Britain, too, was doing well. After a century of hosting foreign artists and enjoying the creativity of others, composers such as Parry and Stanford began a musical renaissance, giving rise to a rich harvest of works from the likes of Elgar, Vaughan Williams, Bliss, Maconchy, Bax and Britten. (All these composers wrote chamber music for the oboe.)
What is noticeable in the collection on this album is how the British composers are influenced by the French, but not the other way around. Given the supremacy of Paris at the time this is not surprising. As well as describing a delightful collection of pieces for flute, oboe and piano, these notes also consider if the generalisations of Debussy and Menuhin can be applied to this music from our two countries.
"What a lovely CD! All the pieces are beautifully played. It's good to hear one of Edward Naylor's secular works, as he is well-known for his church music but not so much otherwise." Frances Nex, UK
"Every one of the pieces has something worthwhile to offer (great playing of course - that goes without saying). What about that extraordinary opening by Damase - only to wrong foot the listener by slipping into the most melodious, gay and jokey writing.

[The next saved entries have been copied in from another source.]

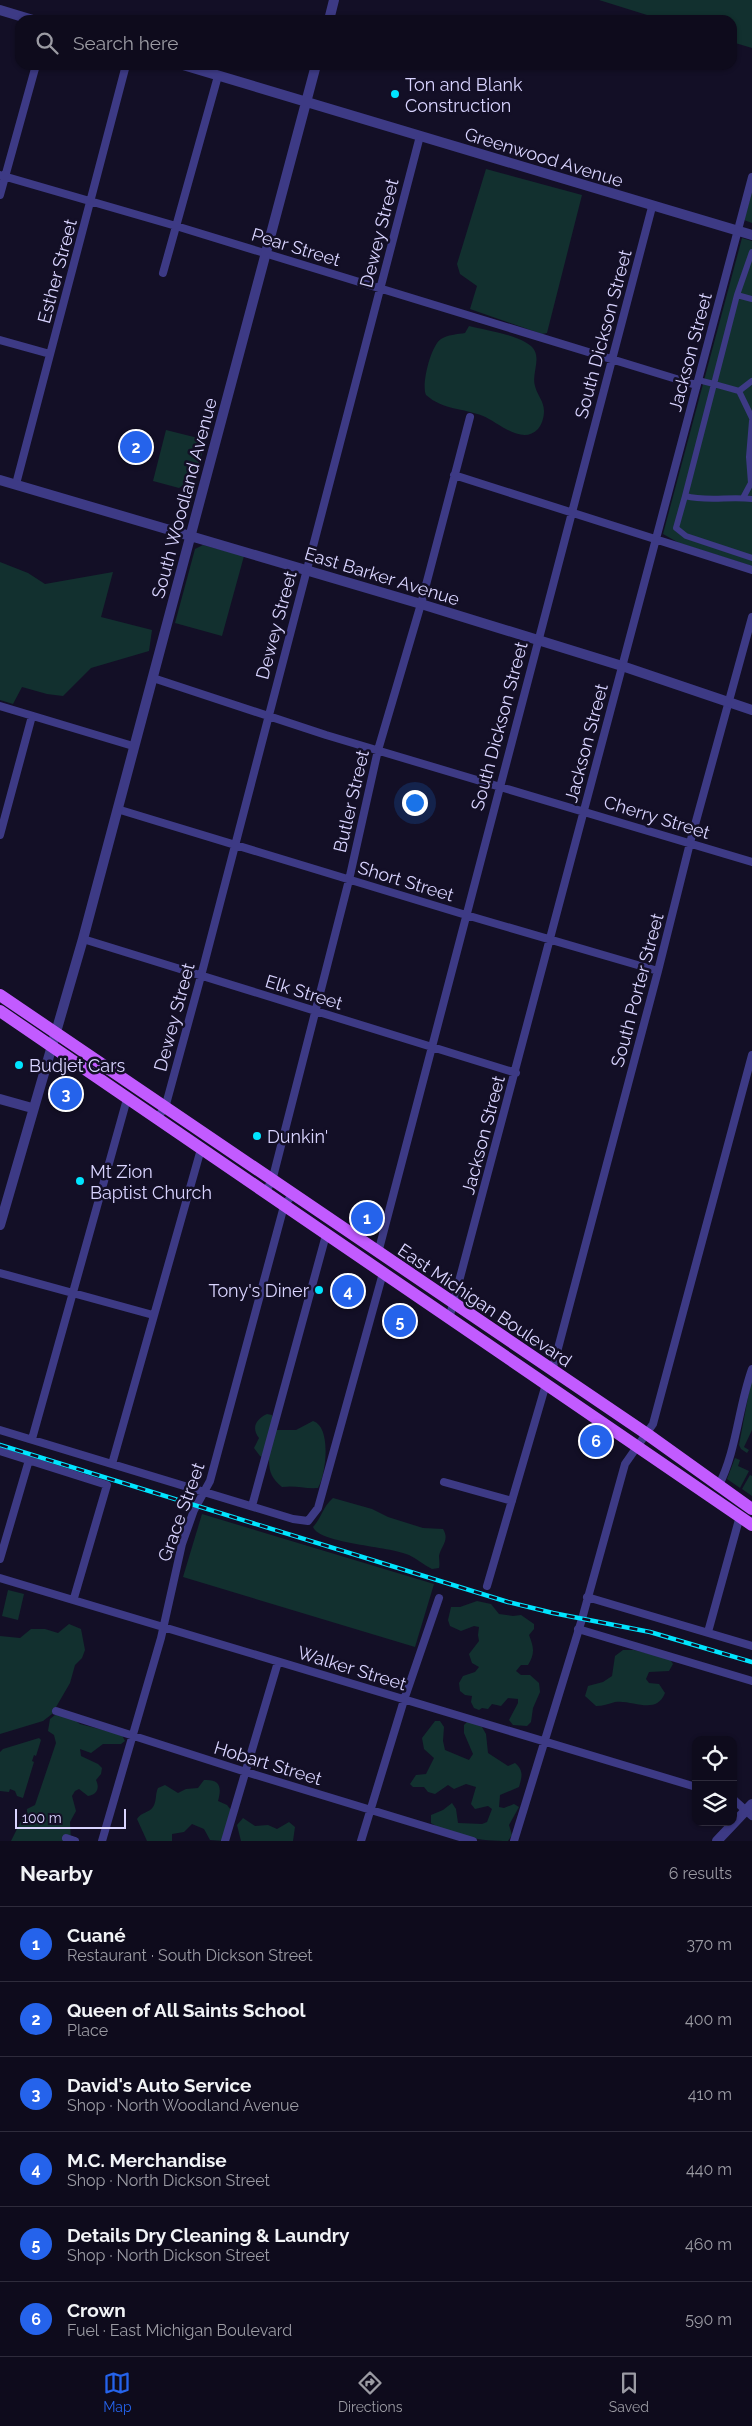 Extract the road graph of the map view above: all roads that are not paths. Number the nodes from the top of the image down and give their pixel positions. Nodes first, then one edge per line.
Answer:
1 (334, 0) edge
2 (0, 10) edge
3 (16, 15) edge
4 (330, 15) edge
5 (34, 70) edge
6 (125, 70) edge
7 (199, 70) edge
8 (315, 70) edge
9 (218, 76) junction
10 (306, 102) junction
11 (420, 136) junction
12 (2, 176) edge
13 (752, 176) edge
14 (0, 195) edge
15 (91, 202) junction
16 (652, 207) junction
17 (176, 226) junction
18 (737, 231) junction
19 (752, 235) edge
20 (752, 252) edge
21 (267, 253) junction
22 (163, 273) dead end
23 (380, 289) junction
24 (737, 295) junction
25 (752, 299) edge
26 (0, 340) edge
27 (50, 354) junction
28 (611, 359) junction
29 (752, 381) edge
30 (697, 383) junction
31 (714, 384) junction
32 (739, 391) junction
33 (470, 417) dead end
34 (752, 420) edge
35 (454, 475) junction
36 (0, 480) edge
37 (16, 484) junction
38 (752, 484) edge
39 (685, 496) junction
40 (743, 498) junction
41 (752, 499) edge
42 (572, 513) junction
43 (190, 534) junction
44 (656, 539) junction
45 (752, 558) edge
46 (306, 570) junction
47 (752, 570) edge
48 (422, 604) junction
49 (752, 617) edge
50 (537, 640) junction
51 (622, 666) junction
52 (152, 678) junction
53 (728, 702) junction
54 (0, 706) edge
55 (752, 710) edge
56 (268, 715) junction
57 (32, 716) junction
58 (133, 746) junction
59 (378, 750) junction
60 (499, 786) junction
61 (117, 809) junction
62 (583, 811) junction
63 (0, 835) edge
64 (690, 842) junction
65 (234, 845) junction
66 (752, 862) edge
67 (349, 880) junction
68 (466, 916) junction
69 (83, 939) junction
70 (550, 940) junction
71 (658, 971) junction
72 (201, 976) junction
73 (0, 995) edge
74 (0, 1011) edge
75 (315, 1011) junction
76 (55, 1034) junction
77 (51, 1046) junction
78 (433, 1047) junction
79 (752, 1055) edge
80 (516, 1073) junction
81 (0, 1099) edge
82 (127, 1099) junction
83 (32, 1108) junction
84 (165, 1108) junction
85 (156, 1119) junction
86 (201, 1149) junction
87 (268, 1187) junction
88 (292, 1195) junction
89 (284, 1206) junction
90 (0, 1225) edge
91 (326, 1234) junction
92 (378, 1253) junction
93 (0, 1273) edge
94 (383, 1273) junction
95 (72, 1292) junction
96 (453, 1304) junction
97 (153, 1315) junction
98 (449, 1318) junction
99 (752, 1369) edge
100 (552, 1371) junction
101 (546, 1384) junction
102 (0, 1430) edge
103 (647, 1434) junction
104 (32, 1440) junction
105 (638, 1446) junction
106 (0, 1451) edge
107 (29, 1460) junction
108 (112, 1464) junction
109 (444, 1482) dead end
110 (715, 1491) junction
111 (205, 1492) junction
112 (512, 1501) junction
113 (252, 1506) junction
114 (752, 1509) edge
115 (740, 1516) junction
116 (752, 1525) edge
117 (0, 1559) edge
118 (0, 1578) edge
119 (488, 1586) dead end
120 (587, 1596) junction
121 (74, 1598) junction
122 (439, 1598) dead end
123 (163, 1626) junction
124 (578, 1629) junction
125 (708, 1632) junction
126 (752, 1646) edge
127 (278, 1662) junction
128 (752, 1681) edge
129 (404, 1700) junction
130 (56, 1711) dead end
131 (133, 1736) junction
132 (544, 1742) junction
133 (246, 1772) junction
134 (692, 1785) edge
135 (737, 1802) edge
136 (750, 1810) edge
137 (370, 1811) junction
138 (66, 1838) dead end
139 (75, 1841) edge
140 (102, 1841) edge
141 (225, 1841) edge
142 (361, 1841) edge
143 (472, 1841) edge
144 (514, 1841) edge
145 (718, 1841) edge

1 - 4 street
2 - 3 street
5 - 12 street
6 - 15 street, Esther Street
7 - 9 street, Greenwood Avenue
8 - 10 street, South Woodland Avenue
9 - 10 street, Greenwood Avenue
9 - 17 street
10 - 11 street, Greenwood Avenue
10 - 21 street, South Woodland Avenue
11 - 16 street, Greenwood Avenue
11 - 23 street, Dewey Street
12 - 14 street
12 - 15 street, Pear Street
13 - 18 street, Jackson Street
15 - 17 street, Pear Street
15 - 27 street, Esther Street
16 - 18 street, Greenwood Avenue
16 - 28 street, South Dickson Street
17 - 21 street, Pear Street
17 - 22 street
18 - 19 street, Greenwood Avenue
18 - 30 street, Jackson Street
20 - 24 street
21 - 23 street, Pear Street
21 - 43 street, South Woodland Avenue
23 - 28 street, Pear Street
23 - 46 street, Dewey Street
24 - 25 street
24 - 31 street
26 - 27 street
27 - 37 street, Esther Street
28 - 30 street, Pear Street
28 - 42 street, South Dickson Street
29 - 32 street
30 - 31 street
30 - 44 street, Jackson Street
31 - 32 street
31 - 39 street
32 - 34 street
33 - 35 street, Butler Street
34 - 38 street
35 - 42 street
35 - 48 street, Butler Street
36 - 37 street, East Barker Avenue
37 - 43 street, East Barker Avenue
38 - 40 street
39 - 40 street
39 - 45 street
40 - 41 street
42 - 44 street
42 - 50 street, South Dickson Street
43 - 46 street, East Barker Avenue
43 - 52 street, South Woodland Avenue
44 - 47 street
44 - 51 street, Jackson Street
46 - 48 street, East Barker Avenue
46 - 56 street, Dewey Street
48 - 50 street, East Barker Avenue
48 - 59 street, Butler Street
49 - 53 street, South Porter Street
50 - 51 street, East Barker Avenue
50 - 60 street, South Dickson Street
51 - 53 street, East Barker Avenue
51 - 62 street, Jackson Street
52 - 56 street, Cherry Street
52 - 58 street, South Woodland Avenue
53 - 55 street, East Barker Avenue
53 - 64 street, South Porter Street
54 - 57 street
56 - 59 street, Cherry Street
56 - 65 street, Dewey Street
57 - 58 street
57 - 63 street
58 - 61 street, South Woodland Avenue
59 - 60 street, Cherry Street
59 - 67 street, Butler Street
60 - 62 street, Cherry Street
60 - 68 street, South Dickson Street
61 - 65 street, Short Street
61 - 69 street, South Woodland Avenue
62 - 64 street, Cherry Street
62 - 70 street, Jackson Street
64 - 66 street, Cherry Street
64 - 71 street, South Porter Street
65 - 67 street, Short Street
65 - 72 street, Dewey Street
67 - 68 street, Short Street
67 - 75 street, Butler Street
68 - 70 street, Short Street
68 - 78 street, South Dickson Street
69 - 72 street, Elk Street
69 - 76 street, South Woodland Avenue
70 - 71 street, Short Street
70 - 80 street, Jackson Street
71 - 100 street, South Porter Street
72 - 75 street, Elk Street
72 - 84 street, Dewey Street
73 - 76 main road, East Michigan Boulevard
74 - 77 main road, East Michigan Boulevard
75 - 78 street, Elk Street
75 - 87 street, Butler Street
76 - 77 street, South Woodland Avenue
76 - 84 main road, East Michigan Boulevard
77 - 82 main road, East Michigan Boulevard
77 - 83 street, South Woodland Avenue
78 - 80 street, Elk Street
78 - 92 street, South Dickson Street
79 - 103 street
80 - 96 street, Jackson Street
81 - 83 street
82 - 85 main road, East Michigan Boulevard
82 - 95 street
83 - 90 street, South Woodland Avenue
84 - 85 street, Dewey Street
84 - 87 main road, East Michigan Boulevard
85 - 86 main road, East Michigan Boulevard
86 - 87 main road, East Michigan Boulevard
86 - 97 street
87 - 88 main road, East Michigan Boulevard
87 - 89 main road, East Michigan Boulevard
88 - 89 street, Grace Street
88 - 92 main road, East Michigan Boulevard
89 - 91 main road, East Michigan Boulevard
89 - 111 street, Grace Street
91 - 94 main road, East Michigan Boulevard
91 - 113 street
92 - 96 main road, East Michigan Boulevard
93 - 95 street
94 - 98 main road, East Michigan Boulevard
94 - 113 street
95 - 97 street
95 - 104 street
96 - 98 street, Jackson Street
96 - 100 main road, East Michigan Boulevard
97 - 108 street
98 - 101 main road, East Michigan Boulevard
99 - 110 street
100 - 103 main road, East Michigan Boulevard
101 - 105 main road, East Michigan Boulevard
101 - 112 street
102 - 104 street
103 - 105 street
103 - 110 main road, East Michigan Boulevard
104 - 108 street
105 - 110 main road, East Michigan Boulevard
105 - 120 street
106 - 107 street
107 - 117 street
107 - 121 street
108 - 111 street
109 - 112 street
110 - 114 main road, East Michigan Boulevard
110 - 115 main road, East Michigan Boulevard
111 - 113 street
111 - 123 street, Grace Street
112 - 119 street
115 - 116 main road, East Michigan Boulevard
115 - 125 street
118 - 121 street, Walker Street
120 - 124 street
120 - 125 street
121 - 123 street, Walker Street
122 - 129 street
123 - 127 street, Walker Street
123 - 131 street, Grace Street
124 - 128 street
124 - 132 street
125 - 126 street
127 - 129 street, Walker Street
127 - 133 street
129 - 132 street, Walker Street
129 - 137 street
130 - 131 street, Hobart Street
131 - 133 street, Hobart Street
131 - 140 street, Grace Street
132 - 134 street, Walker Street
132 - 144 street
133 - 137 street, Hobart Street
133 - 141 street
135 - 136 street
136 - 145 street
137 - 142 street
137 - 143 street, Hobart Street
138 - 139 street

"Do I agree with your thesis that there is a difference? Yes and no. I think there is French way of writing and an English way, but sometimes the French write in the English way and the English the French. Coming to it blind I would have picked Damase's last movement and Ibert's first Interlude as English Pastoral, whereas I'd have put the Goossens Harlequinade and all the Jacob Trio as French. However, Naylor is totally in the English style, as is Goossens' Pastoral.
"I've been trying to think of them as two overlapping Venn diagrams but it doesn't work. It's not so much that there's common ground, it's that most composers could write in either style. Which is the point you make about how the French influenced the English. I agree it's harder to point to the English influencing the French. They already had their version of the Pastoral Style. And they were so snobbish about Paris being the centre of the world they weren't open to learning from others!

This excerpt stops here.